Data supplied:
:::::

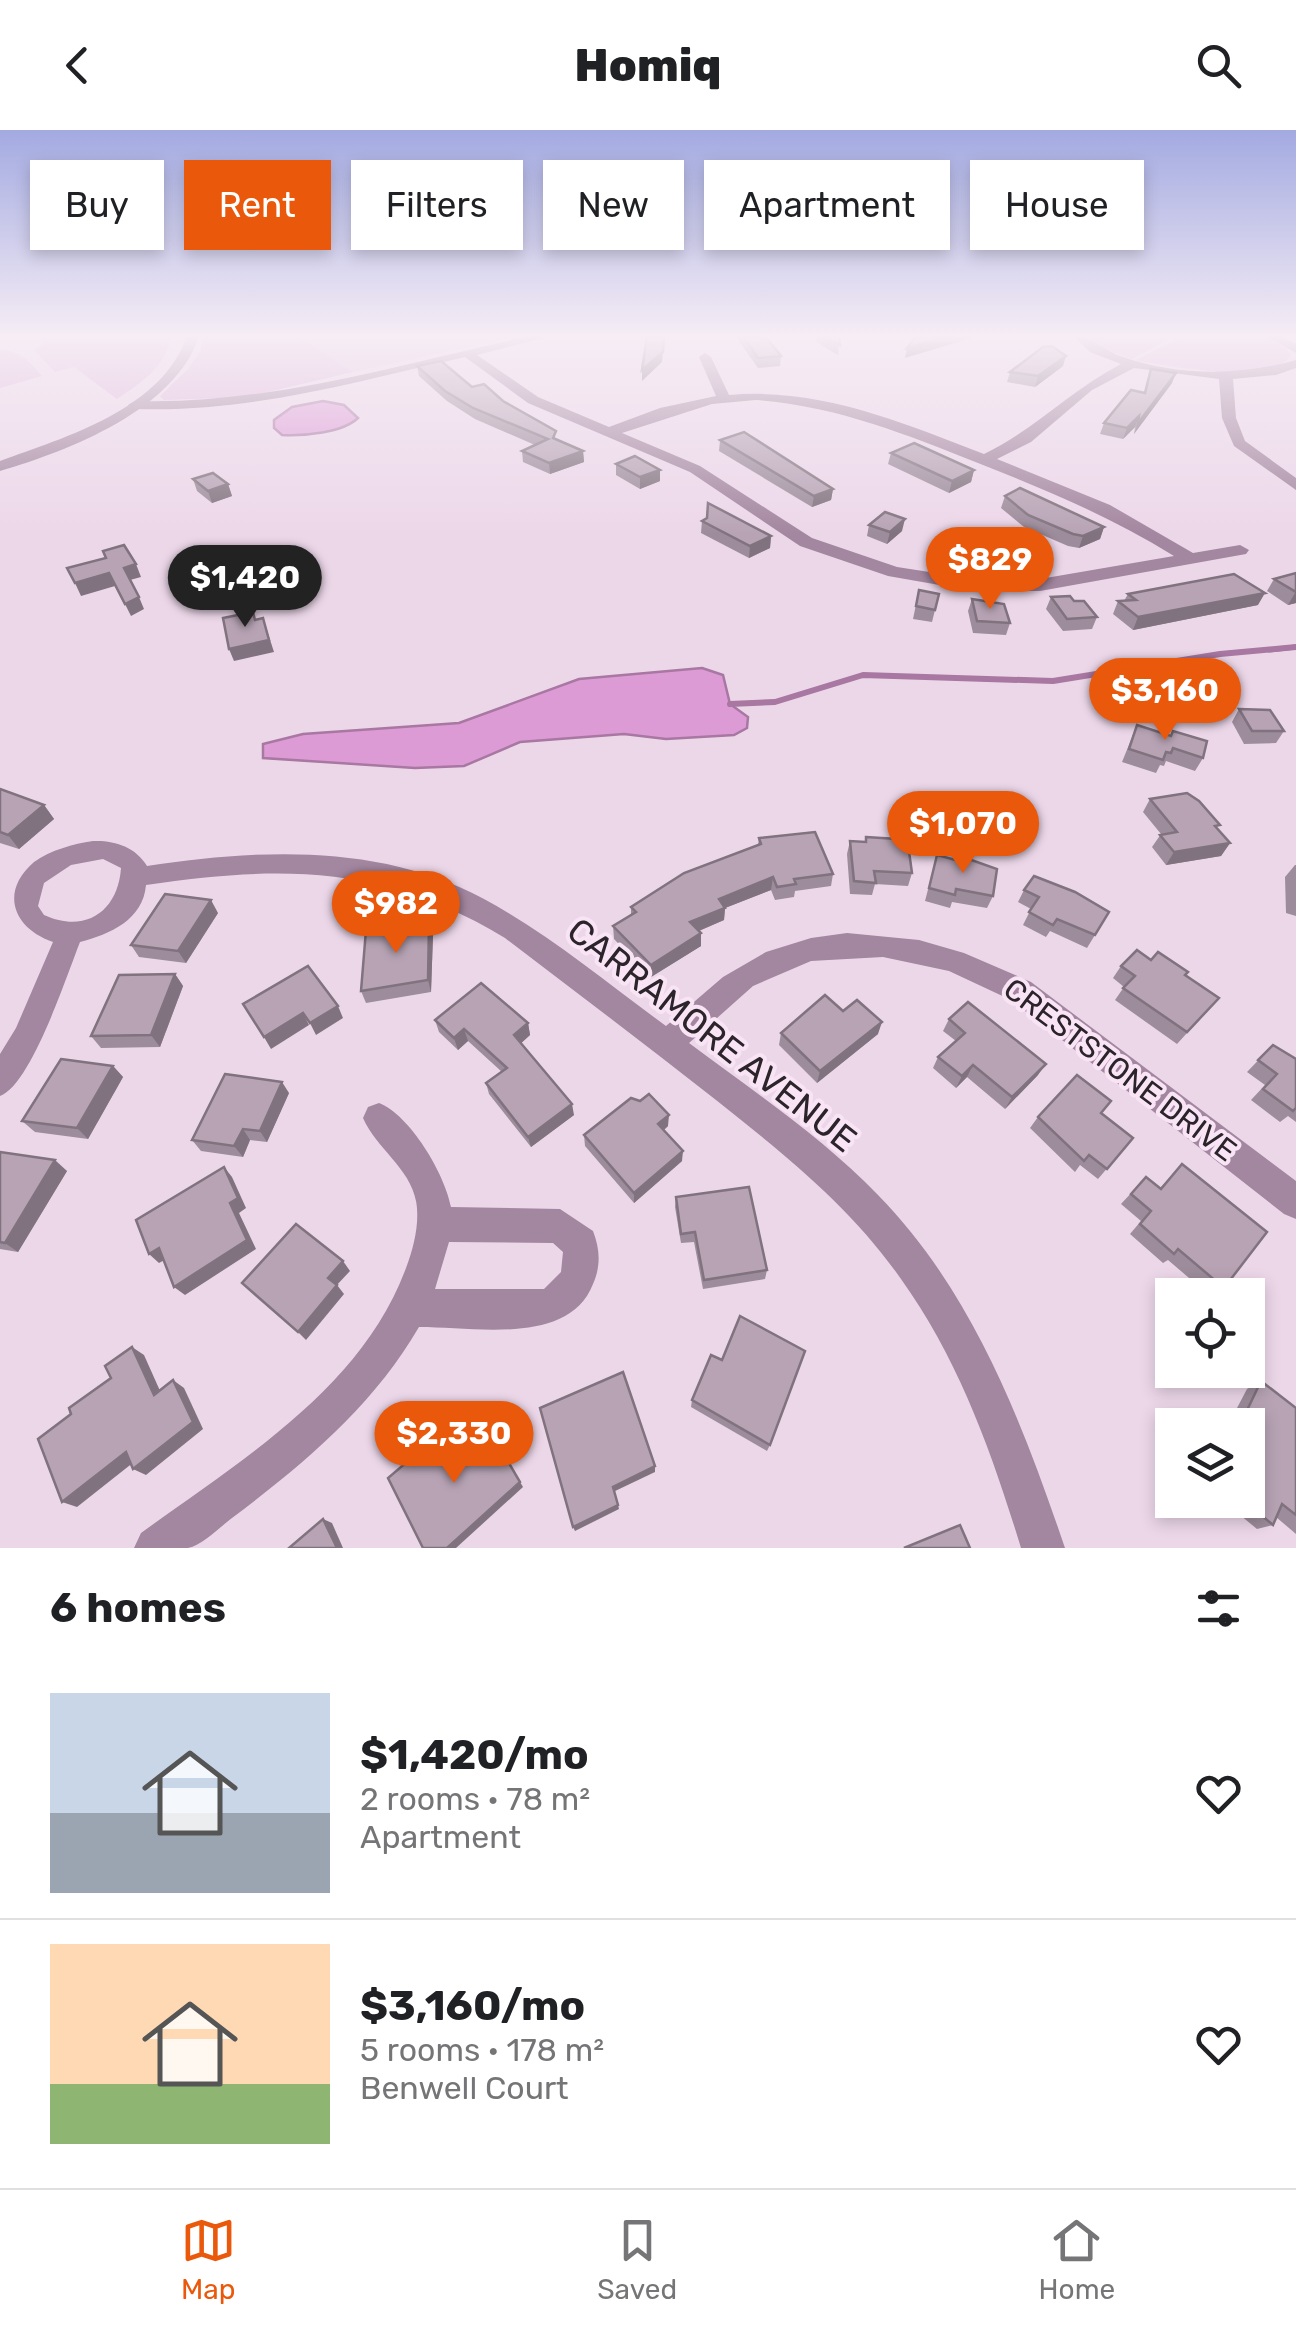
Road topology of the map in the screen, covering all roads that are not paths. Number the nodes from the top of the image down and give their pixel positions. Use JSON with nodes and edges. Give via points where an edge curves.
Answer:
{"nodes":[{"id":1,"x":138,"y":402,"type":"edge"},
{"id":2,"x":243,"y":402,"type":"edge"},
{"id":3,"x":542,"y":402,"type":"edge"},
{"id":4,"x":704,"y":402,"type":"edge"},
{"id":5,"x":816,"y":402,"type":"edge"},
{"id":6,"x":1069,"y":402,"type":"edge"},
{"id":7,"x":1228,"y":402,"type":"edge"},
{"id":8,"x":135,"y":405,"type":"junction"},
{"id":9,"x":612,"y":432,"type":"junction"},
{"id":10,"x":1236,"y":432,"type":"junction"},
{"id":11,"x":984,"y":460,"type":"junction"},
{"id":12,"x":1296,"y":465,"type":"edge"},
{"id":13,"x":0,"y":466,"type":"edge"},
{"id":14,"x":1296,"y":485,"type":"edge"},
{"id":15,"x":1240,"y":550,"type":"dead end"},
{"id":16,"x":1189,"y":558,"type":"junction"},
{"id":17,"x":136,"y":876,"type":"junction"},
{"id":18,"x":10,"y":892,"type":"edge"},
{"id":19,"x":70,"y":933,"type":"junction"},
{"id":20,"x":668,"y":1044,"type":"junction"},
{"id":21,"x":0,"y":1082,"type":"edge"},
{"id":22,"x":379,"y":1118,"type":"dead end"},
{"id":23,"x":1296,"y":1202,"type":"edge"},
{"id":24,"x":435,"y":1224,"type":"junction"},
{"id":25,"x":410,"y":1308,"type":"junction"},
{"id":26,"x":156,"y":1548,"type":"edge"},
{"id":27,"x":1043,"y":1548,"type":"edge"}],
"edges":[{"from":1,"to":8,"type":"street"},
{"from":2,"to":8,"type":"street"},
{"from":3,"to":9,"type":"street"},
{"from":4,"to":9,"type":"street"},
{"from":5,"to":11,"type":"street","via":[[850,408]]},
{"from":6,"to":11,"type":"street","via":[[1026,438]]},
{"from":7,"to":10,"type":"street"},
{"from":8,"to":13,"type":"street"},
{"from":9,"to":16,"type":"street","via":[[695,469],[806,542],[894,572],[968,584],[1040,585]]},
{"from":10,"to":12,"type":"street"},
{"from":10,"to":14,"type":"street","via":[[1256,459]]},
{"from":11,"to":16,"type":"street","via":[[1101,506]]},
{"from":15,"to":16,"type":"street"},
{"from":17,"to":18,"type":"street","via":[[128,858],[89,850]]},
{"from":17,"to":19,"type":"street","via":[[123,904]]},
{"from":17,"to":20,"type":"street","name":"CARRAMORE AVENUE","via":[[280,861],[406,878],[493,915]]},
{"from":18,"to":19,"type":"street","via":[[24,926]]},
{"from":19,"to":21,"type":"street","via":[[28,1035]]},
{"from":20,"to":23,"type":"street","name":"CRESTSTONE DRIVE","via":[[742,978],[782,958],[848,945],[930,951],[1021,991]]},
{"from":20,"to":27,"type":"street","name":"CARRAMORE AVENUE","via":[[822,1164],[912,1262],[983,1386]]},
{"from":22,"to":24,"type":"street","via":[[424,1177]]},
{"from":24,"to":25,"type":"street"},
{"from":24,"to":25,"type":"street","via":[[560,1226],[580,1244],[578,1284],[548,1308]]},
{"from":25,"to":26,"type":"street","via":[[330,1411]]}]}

:::::

Report the lines above that contain "CARRAMORE".

Your response:
{"from":17,"to":20,"type":"street","name":"CARRAMORE AVENUE","via":[[280,861],[406,878],[493,915]]},
{"from":20,"to":27,"type":"street","name":"CARRAMORE AVENUE","via":[[822,1164],[912,1262],[983,1386]]},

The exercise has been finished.